*Exercise requirements*: Copy each line below that includes "highway".

*Material to process*:
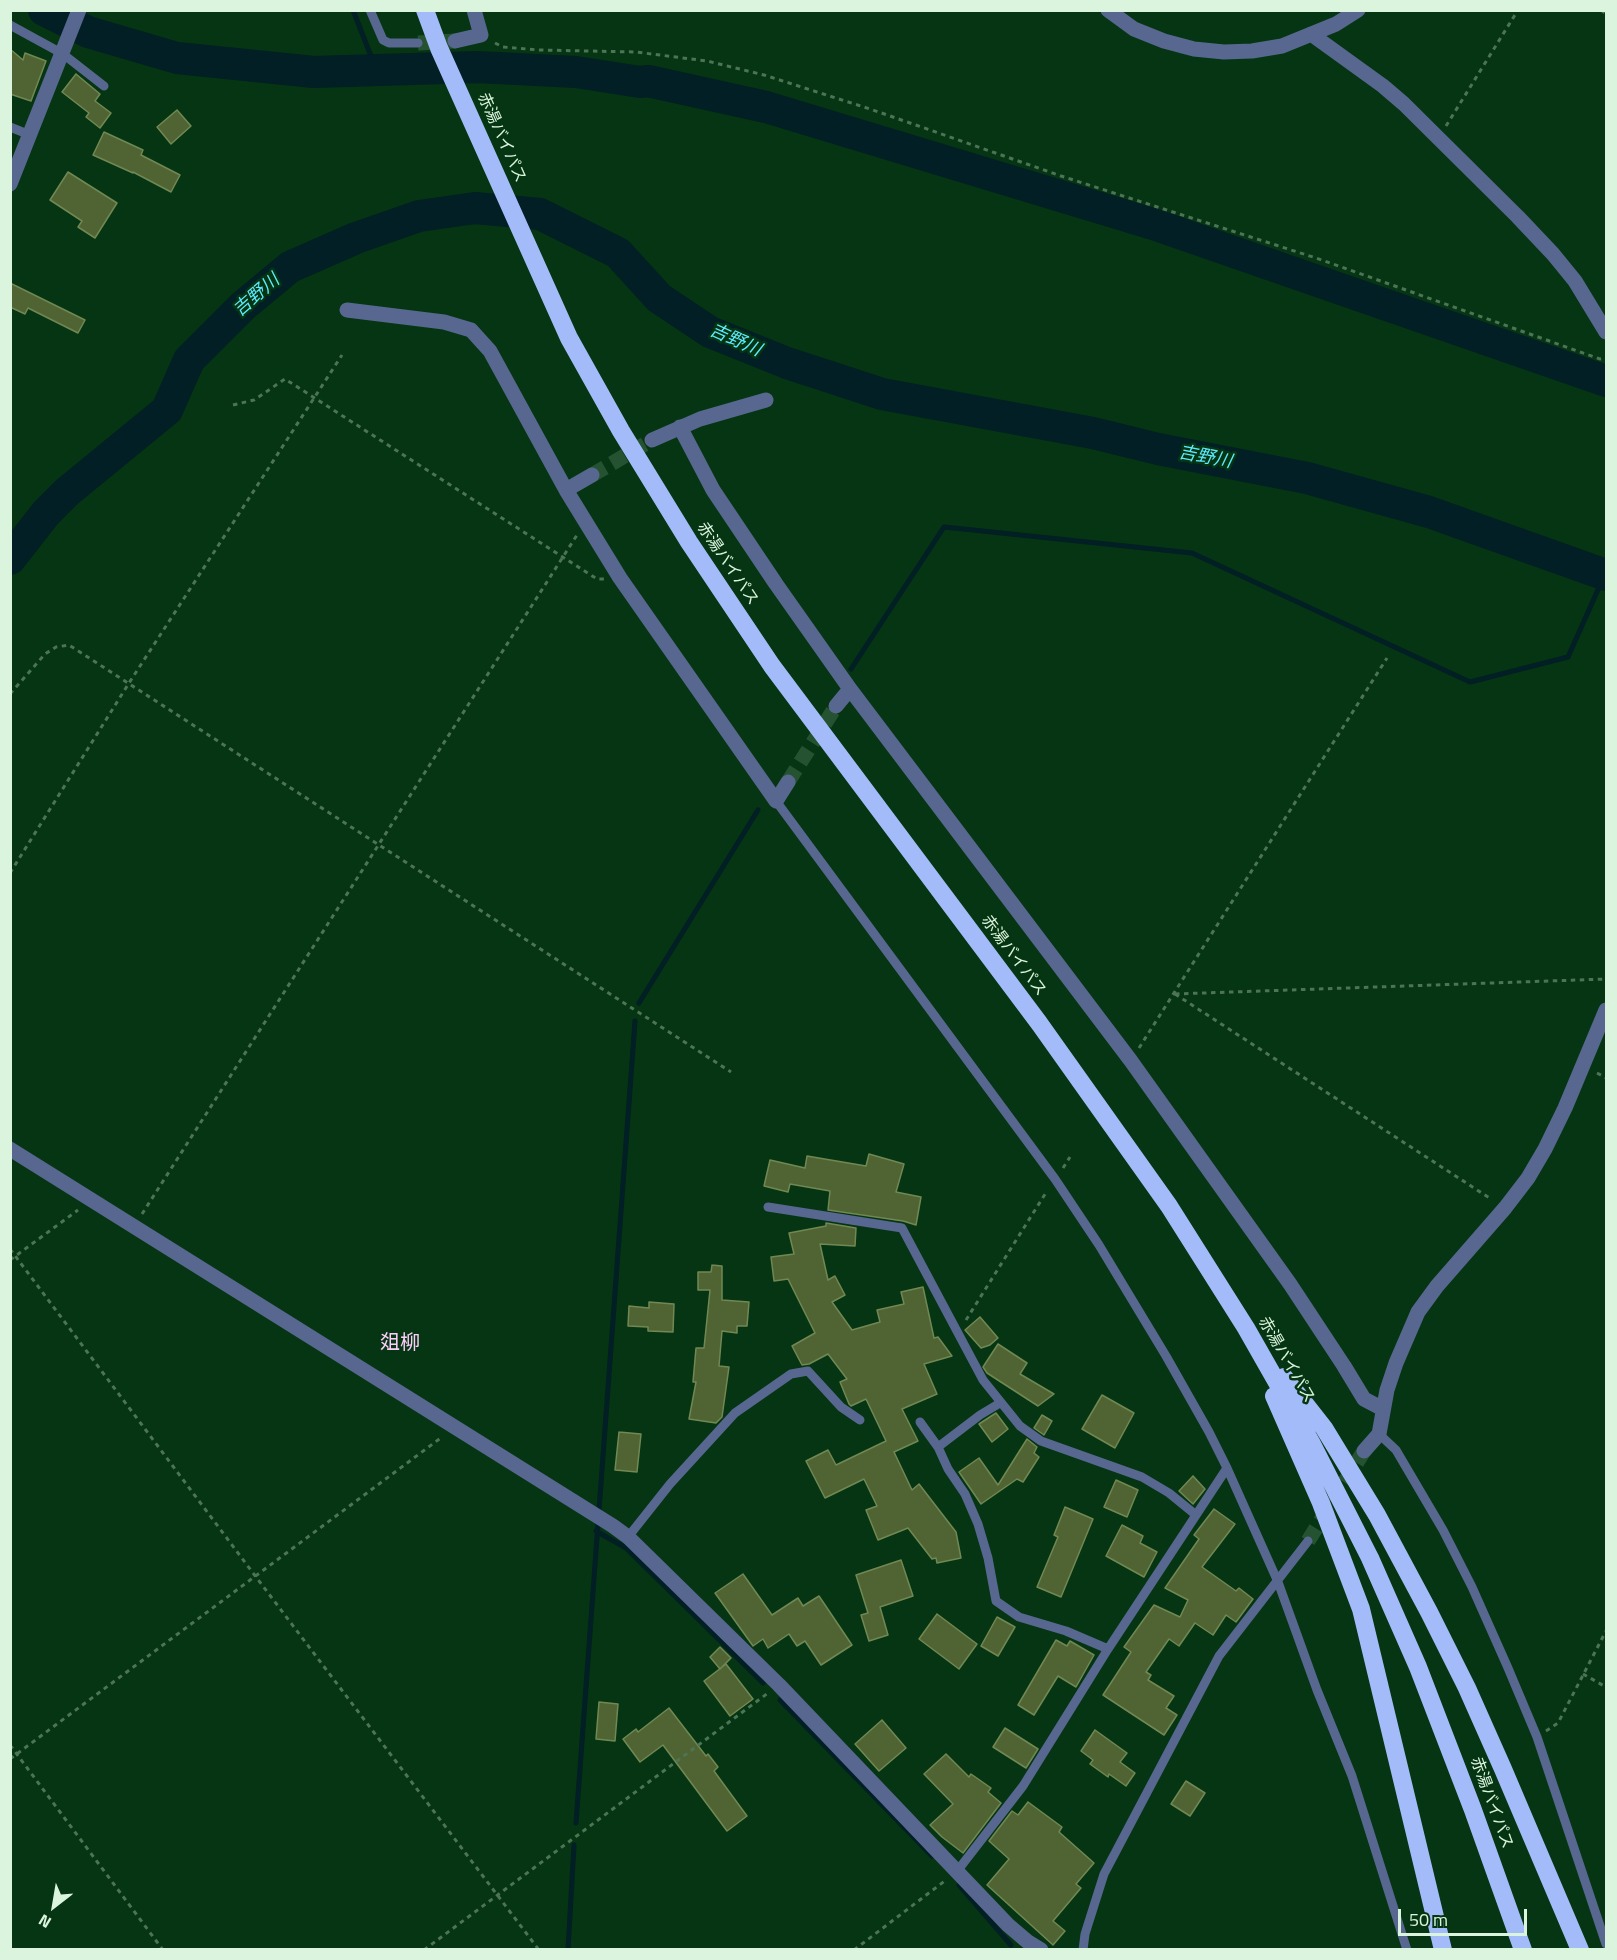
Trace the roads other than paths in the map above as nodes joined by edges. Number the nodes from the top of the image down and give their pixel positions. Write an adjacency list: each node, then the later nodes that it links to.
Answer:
1 (79, 10): 11 (street)
2 (370, 10): 9 (lane)
3 (425, 10): 10 (highway, 赤湯バイパス)
4 (474, 10): 10 (street)
5 (1108, 10): 8 (street)
6 (1358, 10): 8 (street)
7 (10, 25): 11 (lane)
8 (1311, 34): 17 (street)
9 (418, 43)
10 (447, 45): 30 (highway, 赤湯バイパス)
11 (63, 54): 12 (lane); 14 (street)
12 (104, 86)
13 (10, 127): 14 (lane)
14 (30, 135): 15 (street)
15 (10, 184)
16 (347, 310): 22 (street)
17 (1606, 332)
18 (766, 400): 19 (street)
19 (680, 427): 20 (street); 23 (street)
20 (652, 440)
21 (592, 475): 22 (street)
22 (566, 490): 26 (street)
23 (850, 689): 24 (street); 32 (street)
24 (836, 706)
25 (788, 782): 26 (street)
26 (776, 801): 38 (lane)
27 (1606, 1010): 32 (street)
28 (10, 1149): 40 (street)
29 (768, 1207): 31 (lane)
30 (1246, 1328): 49 (highway); 50 (highway, 赤湯バイパス); 51 (highway)
31 (1000, 1403): 36 (lane); 39 (lane)
32 (1383, 1409): 35 (street)
33 (860, 1420): 40 (lane)
34 (920, 1422): 36 (lane)
35 (1379, 1434): 37 (street); 45 (lane)
36 (938, 1447): 43 (lane)
37 (1365, 1451)
38 (1227, 1468): 39 (lane); 42 (lane)
39 (1196, 1515): 43 (lane)
40 (628, 1537): 44 (street)
41 (1308, 1541): 42 (lane)
42 (1278, 1582): 47 (lane); 48 (lane)
43 (1108, 1648): 44 (lane)
44 (958, 1870): 46 (street)
45 (1606, 1944)
46 (1041, 1950)
47 (1083, 1950)
48 (1407, 1950)
49 (1443, 1950)
50 (1523, 1950)
51 (1580, 1950)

*Exercise output*:
3 (425, 10): 10 (highway, 赤湯バイパス)
10 (447, 45): 30 (highway, 赤湯バイパス)
30 (1246, 1328): 49 (highway); 50 (highway, 赤湯バイパス); 51 (highway)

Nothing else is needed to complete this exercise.